The Freedom Ship is a planned floating city about a mile long that could house 80,000 people and travel around the world. Despite interest and some progress in similar projects like the Maldives Floating City and Oceanix Busan, these floating city ideas face challenges like high costs, funding problems, and political or regulatory issues.

Key Facts

  • The Freedom Ship would be 5,900 feet (around 1.1 miles) long and include homes, schools, hospitals, hotels, and shops.
  • It aims to be a “permanently mobile city at sea” continuously traveling around the globe.
  • Building the Freedom Ship could take up to four years and cost about $16 billion.
  • The Maldives Floating City is partly built with government support and uses a modular design that can grow in phases.
  • Oceanix Busan is a planned floating city prototype developed with help from the United Nations.

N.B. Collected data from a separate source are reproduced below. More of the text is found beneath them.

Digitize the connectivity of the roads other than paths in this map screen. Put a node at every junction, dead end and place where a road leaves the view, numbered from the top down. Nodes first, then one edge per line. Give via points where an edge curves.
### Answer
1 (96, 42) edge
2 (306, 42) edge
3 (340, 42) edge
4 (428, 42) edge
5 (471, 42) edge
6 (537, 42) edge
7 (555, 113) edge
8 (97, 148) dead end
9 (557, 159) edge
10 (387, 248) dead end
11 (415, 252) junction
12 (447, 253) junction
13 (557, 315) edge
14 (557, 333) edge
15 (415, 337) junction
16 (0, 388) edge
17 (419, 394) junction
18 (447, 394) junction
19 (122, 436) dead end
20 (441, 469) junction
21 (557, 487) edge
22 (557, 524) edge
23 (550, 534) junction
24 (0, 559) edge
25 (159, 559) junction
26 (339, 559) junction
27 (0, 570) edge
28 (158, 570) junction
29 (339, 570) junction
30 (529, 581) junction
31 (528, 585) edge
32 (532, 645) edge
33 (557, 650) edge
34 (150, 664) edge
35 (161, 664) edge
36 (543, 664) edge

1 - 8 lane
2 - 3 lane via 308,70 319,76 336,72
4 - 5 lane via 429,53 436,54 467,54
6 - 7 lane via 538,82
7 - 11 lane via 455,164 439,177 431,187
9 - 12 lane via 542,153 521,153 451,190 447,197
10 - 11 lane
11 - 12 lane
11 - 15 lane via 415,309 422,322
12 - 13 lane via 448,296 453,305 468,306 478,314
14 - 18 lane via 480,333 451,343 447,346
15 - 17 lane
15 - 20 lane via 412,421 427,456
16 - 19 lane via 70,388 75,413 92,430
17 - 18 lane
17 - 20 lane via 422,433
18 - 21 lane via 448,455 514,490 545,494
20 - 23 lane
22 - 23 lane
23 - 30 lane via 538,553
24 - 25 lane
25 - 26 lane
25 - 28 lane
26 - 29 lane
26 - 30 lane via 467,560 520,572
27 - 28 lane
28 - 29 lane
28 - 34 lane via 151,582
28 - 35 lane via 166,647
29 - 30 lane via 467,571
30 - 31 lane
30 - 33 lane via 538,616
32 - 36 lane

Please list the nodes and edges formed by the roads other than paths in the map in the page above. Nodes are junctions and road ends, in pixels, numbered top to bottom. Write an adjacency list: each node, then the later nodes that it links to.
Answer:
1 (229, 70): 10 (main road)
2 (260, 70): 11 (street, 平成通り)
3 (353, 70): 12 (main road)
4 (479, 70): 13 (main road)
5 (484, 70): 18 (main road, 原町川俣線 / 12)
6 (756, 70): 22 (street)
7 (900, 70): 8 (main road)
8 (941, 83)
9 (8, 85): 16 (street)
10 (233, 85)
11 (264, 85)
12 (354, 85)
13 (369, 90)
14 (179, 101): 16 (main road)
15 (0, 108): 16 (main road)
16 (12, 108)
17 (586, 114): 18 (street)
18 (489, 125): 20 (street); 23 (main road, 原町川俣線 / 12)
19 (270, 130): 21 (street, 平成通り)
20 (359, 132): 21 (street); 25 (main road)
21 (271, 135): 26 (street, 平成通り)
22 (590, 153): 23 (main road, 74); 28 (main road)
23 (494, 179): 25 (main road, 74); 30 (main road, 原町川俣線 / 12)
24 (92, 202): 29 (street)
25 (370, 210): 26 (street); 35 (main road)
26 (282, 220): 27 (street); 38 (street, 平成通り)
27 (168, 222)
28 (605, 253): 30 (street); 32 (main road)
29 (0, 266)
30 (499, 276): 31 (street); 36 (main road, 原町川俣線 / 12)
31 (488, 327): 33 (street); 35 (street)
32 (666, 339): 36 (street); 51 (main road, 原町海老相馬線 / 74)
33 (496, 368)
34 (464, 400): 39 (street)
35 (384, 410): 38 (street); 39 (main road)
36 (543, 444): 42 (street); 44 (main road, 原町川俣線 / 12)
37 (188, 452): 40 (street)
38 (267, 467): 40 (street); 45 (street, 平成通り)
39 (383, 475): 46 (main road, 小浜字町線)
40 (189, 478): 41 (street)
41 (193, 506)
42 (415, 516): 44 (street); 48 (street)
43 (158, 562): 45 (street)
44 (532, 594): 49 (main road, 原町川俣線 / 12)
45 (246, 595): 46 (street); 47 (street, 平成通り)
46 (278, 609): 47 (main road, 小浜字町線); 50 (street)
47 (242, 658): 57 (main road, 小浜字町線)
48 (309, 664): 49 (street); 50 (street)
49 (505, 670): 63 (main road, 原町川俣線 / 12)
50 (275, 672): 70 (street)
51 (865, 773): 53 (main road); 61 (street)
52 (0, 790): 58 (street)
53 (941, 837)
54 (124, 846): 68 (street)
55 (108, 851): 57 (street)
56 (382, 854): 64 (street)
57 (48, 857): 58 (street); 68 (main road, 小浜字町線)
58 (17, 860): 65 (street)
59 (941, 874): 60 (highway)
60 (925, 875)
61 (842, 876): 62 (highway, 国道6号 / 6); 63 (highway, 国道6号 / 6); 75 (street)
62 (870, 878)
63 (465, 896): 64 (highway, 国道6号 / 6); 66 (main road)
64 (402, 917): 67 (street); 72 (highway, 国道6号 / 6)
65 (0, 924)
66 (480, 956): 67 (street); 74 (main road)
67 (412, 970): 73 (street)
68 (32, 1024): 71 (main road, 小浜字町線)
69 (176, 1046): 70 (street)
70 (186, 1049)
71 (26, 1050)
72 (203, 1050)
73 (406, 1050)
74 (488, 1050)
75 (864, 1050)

  • Floating cities are proposed to help overcrowded coastal areas, offer homes for people displaced by climate change, and try new ways of governing.
  • Many floating city projects have not advanced due to expensive costs, difficulty getting investors, and legal or political hurdles.
  • The Maldives project slowed down partly because of conflicts in the Middle East but hopes to speed up later.